┌─ Extracted data

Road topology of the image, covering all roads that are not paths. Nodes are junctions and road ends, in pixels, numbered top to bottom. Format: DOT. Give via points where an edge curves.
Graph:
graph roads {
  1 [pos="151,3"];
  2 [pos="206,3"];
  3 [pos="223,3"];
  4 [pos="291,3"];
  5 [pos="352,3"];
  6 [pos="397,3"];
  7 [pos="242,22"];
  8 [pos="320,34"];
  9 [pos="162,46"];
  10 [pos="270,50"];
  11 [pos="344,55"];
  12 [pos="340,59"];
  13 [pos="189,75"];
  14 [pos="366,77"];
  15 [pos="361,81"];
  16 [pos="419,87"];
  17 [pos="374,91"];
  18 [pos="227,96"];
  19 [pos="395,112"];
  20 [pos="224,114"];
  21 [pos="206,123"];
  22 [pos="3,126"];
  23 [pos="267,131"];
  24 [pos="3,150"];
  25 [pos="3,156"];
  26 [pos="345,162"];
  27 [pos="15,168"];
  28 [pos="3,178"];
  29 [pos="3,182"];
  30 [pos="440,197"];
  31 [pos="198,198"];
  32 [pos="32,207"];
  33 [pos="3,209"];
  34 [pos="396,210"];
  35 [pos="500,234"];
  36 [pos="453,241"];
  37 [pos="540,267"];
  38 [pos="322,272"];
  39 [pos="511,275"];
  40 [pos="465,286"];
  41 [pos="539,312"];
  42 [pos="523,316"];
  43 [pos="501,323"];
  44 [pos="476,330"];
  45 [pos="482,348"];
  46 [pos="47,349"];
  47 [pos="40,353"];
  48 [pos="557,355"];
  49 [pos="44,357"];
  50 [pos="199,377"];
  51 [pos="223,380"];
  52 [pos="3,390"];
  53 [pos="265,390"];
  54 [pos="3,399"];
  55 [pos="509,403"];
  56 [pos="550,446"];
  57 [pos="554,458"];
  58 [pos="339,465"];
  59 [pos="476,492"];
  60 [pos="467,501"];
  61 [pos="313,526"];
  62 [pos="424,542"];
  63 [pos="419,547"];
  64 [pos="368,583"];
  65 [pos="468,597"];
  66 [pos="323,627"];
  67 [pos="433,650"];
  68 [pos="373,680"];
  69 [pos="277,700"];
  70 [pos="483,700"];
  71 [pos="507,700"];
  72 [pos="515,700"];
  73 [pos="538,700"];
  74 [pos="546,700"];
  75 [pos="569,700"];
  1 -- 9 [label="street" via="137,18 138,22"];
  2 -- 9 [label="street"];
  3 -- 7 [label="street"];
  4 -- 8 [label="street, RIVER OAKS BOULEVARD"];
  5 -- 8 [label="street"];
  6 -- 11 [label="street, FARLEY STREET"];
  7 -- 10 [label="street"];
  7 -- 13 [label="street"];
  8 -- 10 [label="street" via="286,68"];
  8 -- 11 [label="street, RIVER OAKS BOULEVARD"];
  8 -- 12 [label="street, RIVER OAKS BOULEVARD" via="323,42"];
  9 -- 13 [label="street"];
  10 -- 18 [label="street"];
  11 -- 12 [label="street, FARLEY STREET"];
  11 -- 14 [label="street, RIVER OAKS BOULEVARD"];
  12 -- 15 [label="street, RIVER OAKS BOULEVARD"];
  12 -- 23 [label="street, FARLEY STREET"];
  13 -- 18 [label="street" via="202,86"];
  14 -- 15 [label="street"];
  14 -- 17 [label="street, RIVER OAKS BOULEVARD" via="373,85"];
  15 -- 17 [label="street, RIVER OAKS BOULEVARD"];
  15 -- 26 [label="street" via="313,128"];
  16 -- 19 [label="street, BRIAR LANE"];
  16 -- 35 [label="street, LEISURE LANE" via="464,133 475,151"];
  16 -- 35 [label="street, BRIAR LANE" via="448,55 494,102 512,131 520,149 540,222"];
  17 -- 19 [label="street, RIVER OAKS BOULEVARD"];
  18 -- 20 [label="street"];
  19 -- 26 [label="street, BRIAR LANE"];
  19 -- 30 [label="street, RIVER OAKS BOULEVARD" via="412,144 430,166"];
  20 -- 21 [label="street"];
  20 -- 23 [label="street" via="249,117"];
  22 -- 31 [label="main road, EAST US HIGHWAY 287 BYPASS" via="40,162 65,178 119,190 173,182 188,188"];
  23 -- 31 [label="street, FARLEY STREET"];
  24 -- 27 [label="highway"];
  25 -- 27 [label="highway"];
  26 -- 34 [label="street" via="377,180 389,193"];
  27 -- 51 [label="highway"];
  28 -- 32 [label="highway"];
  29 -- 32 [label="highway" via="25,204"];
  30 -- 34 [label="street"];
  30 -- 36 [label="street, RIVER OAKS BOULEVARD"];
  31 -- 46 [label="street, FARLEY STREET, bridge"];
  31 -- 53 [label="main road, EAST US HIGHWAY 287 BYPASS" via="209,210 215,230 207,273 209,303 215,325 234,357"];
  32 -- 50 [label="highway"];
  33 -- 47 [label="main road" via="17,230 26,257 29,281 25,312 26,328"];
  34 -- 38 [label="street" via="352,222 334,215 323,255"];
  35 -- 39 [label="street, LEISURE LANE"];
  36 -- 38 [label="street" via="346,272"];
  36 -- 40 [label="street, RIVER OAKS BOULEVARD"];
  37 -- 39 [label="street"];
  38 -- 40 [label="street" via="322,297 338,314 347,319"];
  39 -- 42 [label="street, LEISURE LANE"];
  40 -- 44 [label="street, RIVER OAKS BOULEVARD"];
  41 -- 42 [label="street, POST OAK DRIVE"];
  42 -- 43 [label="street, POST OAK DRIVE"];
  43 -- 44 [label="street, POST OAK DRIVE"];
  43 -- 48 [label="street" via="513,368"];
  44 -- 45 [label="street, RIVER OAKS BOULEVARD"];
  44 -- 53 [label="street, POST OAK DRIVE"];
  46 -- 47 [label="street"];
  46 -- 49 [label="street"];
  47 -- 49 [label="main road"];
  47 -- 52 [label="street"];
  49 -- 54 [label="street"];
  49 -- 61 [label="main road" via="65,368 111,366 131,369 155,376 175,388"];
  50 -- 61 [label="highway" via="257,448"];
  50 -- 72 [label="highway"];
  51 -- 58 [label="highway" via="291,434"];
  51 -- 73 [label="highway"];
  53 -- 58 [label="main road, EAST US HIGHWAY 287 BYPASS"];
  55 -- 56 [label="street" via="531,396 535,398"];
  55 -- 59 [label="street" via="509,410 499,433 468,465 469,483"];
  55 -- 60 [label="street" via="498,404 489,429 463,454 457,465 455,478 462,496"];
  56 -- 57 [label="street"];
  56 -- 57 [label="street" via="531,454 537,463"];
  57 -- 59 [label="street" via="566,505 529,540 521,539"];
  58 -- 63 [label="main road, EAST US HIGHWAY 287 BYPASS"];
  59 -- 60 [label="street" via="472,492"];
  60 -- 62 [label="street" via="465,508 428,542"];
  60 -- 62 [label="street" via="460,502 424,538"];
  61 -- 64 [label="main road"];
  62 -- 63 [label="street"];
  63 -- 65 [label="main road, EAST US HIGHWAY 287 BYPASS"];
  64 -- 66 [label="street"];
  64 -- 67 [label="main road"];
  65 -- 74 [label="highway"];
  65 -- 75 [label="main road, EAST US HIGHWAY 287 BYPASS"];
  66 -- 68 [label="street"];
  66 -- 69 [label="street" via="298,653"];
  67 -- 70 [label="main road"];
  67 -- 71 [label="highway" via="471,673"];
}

└─

All of the entries are to be transcribed exactly.

Road topology of the image, covering all roads that are not paths. Nodes are junctions and road ends, in pixels, numbered top to bottom. Format: DOT. Give via points where an edge curves.
Graph:
graph roads {
  1 [pos="151,3"];
  2 [pos="206,3"];
  3 [pos="223,3"];
  4 [pos="291,3"];
  5 [pos="352,3"];
  6 [pos="397,3"];
  7 [pos="242,22"];
  8 [pos="320,34"];
  9 [pos="162,46"];
  10 [pos="270,50"];
  11 [pos="344,55"];
  12 [pos="340,59"];
  13 [pos="189,75"];
  14 [pos="366,77"];
  15 [pos="361,81"];
  16 [pos="419,87"];
  17 [pos="374,91"];
  18 [pos="227,96"];
  19 [pos="395,112"];
  20 [pos="224,114"];
  21 [pos="206,123"];
  22 [pos="3,126"];
  23 [pos="267,131"];
  24 [pos="3,150"];
  25 [pos="3,156"];
  26 [pos="345,162"];
  27 [pos="15,168"];
  28 [pos="3,178"];
  29 [pos="3,182"];
  30 [pos="440,197"];
  31 [pos="198,198"];
  32 [pos="32,207"];
  33 [pos="3,209"];
  34 [pos="396,210"];
  35 [pos="500,234"];
  36 [pos="453,241"];
  37 [pos="540,267"];
  38 [pos="322,272"];
  39 [pos="511,275"];
  40 [pos="465,286"];
  41 [pos="539,312"];
  42 [pos="523,316"];
  43 [pos="501,323"];
  44 [pos="476,330"];
  45 [pos="482,348"];
  46 [pos="47,349"];
  47 [pos="40,353"];
  48 [pos="557,355"];
  49 [pos="44,357"];
  50 [pos="199,377"];
  51 [pos="223,380"];
  52 [pos="3,390"];
  53 [pos="265,390"];
  54 [pos="3,399"];
  55 [pos="509,403"];
  56 [pos="550,446"];
  57 [pos="554,458"];
  58 [pos="339,465"];
  59 [pos="476,492"];
  60 [pos="467,501"];
  61 [pos="313,526"];
  62 [pos="424,542"];
  63 [pos="419,547"];
  64 [pos="368,583"];
  65 [pos="468,597"];
  66 [pos="323,627"];
  67 [pos="433,650"];
  68 [pos="373,680"];
  69 [pos="277,700"];
  70 [pos="483,700"];
  71 [pos="507,700"];
  72 [pos="515,700"];
  73 [pos="538,700"];
  74 [pos="546,700"];
  75 [pos="569,700"];
  1 -- 9 [label="street" via="137,18 138,22"];
  2 -- 9 [label="street"];
  3 -- 7 [label="street"];
  4 -- 8 [label="street, RIVER OAKS BOULEVARD"];
  5 -- 8 [label="street"];
  6 -- 11 [label="street, FARLEY STREET"];
  7 -- 10 [label="street"];
  7 -- 13 [label="street"];
  8 -- 10 [label="street" via="286,68"];
  8 -- 11 [label="street, RIVER OAKS BOULEVARD"];
  8 -- 12 [label="street, RIVER OAKS BOULEVARD" via="323,42"];
  9 -- 13 [label="street"];
  10 -- 18 [label="street"];
  11 -- 12 [label="street, FARLEY STREET"];
  11 -- 14 [label="street, RIVER OAKS BOULEVARD"];
  12 -- 15 [label="street, RIVER OAKS BOULEVARD"];
  12 -- 23 [label="street, FARLEY STREET"];
  13 -- 18 [label="street" via="202,86"];
  14 -- 15 [label="street"];
  14 -- 17 [label="street, RIVER OAKS BOULEVARD" via="373,85"];
  15 -- 17 [label="street, RIVER OAKS BOULEVARD"];
  15 -- 26 [label="street" via="313,128"];
  16 -- 19 [label="street, BRIAR LANE"];
  16 -- 35 [label="street, LEISURE LANE" via="464,133 475,151"];
  16 -- 35 [label="street, BRIAR LANE" via="448,55 494,102 512,131 520,149 540,222"];
  17 -- 19 [label="street, RIVER OAKS BOULEVARD"];
  18 -- 20 [label="street"];
  19 -- 26 [label="street, BRIAR LANE"];
  19 -- 30 [label="street, RIVER OAKS BOULEVARD" via="412,144 430,166"];
  20 -- 21 [label="street"];
  20 -- 23 [label="street" via="249,117"];
  22 -- 31 [label="main road, EAST US HIGHWAY 287 BYPASS" via="40,162 65,178 119,190 173,182 188,188"];
  23 -- 31 [label="street, FARLEY STREET"];
  24 -- 27 [label="highway"];
  25 -- 27 [label="highway"];
  26 -- 34 [label="street" via="377,180 389,193"];
  27 -- 51 [label="highway"];
  28 -- 32 [label="highway"];
  29 -- 32 [label="highway" via="25,204"];
  30 -- 34 [label="street"];
  30 -- 36 [label="street, RIVER OAKS BOULEVARD"];
  31 -- 46 [label="street, FARLEY STREET, bridge"];
  31 -- 53 [label="main road, EAST US HIGHWAY 287 BYPASS" via="209,210 215,230 207,273 209,303 215,325 234,357"];
  32 -- 50 [label="highway"];
  33 -- 47 [label="main road" via="17,230 26,257 29,281 25,312 26,328"];
  34 -- 38 [label="street" via="352,222 334,215 323,255"];
  35 -- 39 [label="street, LEISURE LANE"];
  36 -- 38 [label="street" via="346,272"];
  36 -- 40 [label="street, RIVER OAKS BOULEVARD"];
  37 -- 39 [label="street"];
  38 -- 40 [label="street" via="322,297 338,314 347,319"];
  39 -- 42 [label="street, LEISURE LANE"];
  40 -- 44 [label="street, RIVER OAKS BOULEVARD"];
  41 -- 42 [label="street, POST OAK DRIVE"];
  42 -- 43 [label="street, POST OAK DRIVE"];
  43 -- 44 [label="street, POST OAK DRIVE"];
  43 -- 48 [label="street" via="513,368"];
  44 -- 45 [label="street, RIVER OAKS BOULEVARD"];
  44 -- 53 [label="street, POST OAK DRIVE"];
  46 -- 47 [label="street"];
  46 -- 49 [label="street"];
  47 -- 49 [label="main road"];
  47 -- 52 [label="street"];
  49 -- 54 [label="street"];
  49 -- 61 [label="main road" via="65,368 111,366 131,369 155,376 175,388"];
  50 -- 61 [label="highway" via="257,448"];
  50 -- 72 [label="highway"];
  51 -- 58 [label="highway" via="291,434"];
  51 -- 73 [label="highway"];
  53 -- 58 [label="main road, EAST US HIGHWAY 287 BYPASS"];
  55 -- 56 [label="street" via="531,396 535,398"];
  55 -- 59 [label="street" via="509,410 499,433 468,465 469,483"];
  55 -- 60 [label="street" via="498,404 489,429 463,454 457,465 455,478 462,496"];
  56 -- 57 [label="street"];
  56 -- 57 [label="street" via="531,454 537,463"];
  57 -- 59 [label="street" via="566,505 529,540 521,539"];
  58 -- 63 [label="main road, EAST US HIGHWAY 287 BYPASS"];
  59 -- 60 [label="street" via="472,492"];
  60 -- 62 [label="street" via="465,508 428,542"];
  60 -- 62 [label="street" via="460,502 424,538"];
  61 -- 64 [label="main road"];
  62 -- 63 [label="street"];
  63 -- 65 [label="main road, EAST US HIGHWAY 287 BYPASS"];
  64 -- 66 [label="street"];
  64 -- 67 [label="main road"];
  65 -- 74 [label="highway"];
  65 -- 75 [label="main road, EAST US HIGHWAY 287 BYPASS"];
  66 -- 68 [label="street"];
  66 -- 69 [label="street" via="298,653"];
  67 -- 70 [label="main road"];
  67 -- 71 [label="highway" via="471,673"];
}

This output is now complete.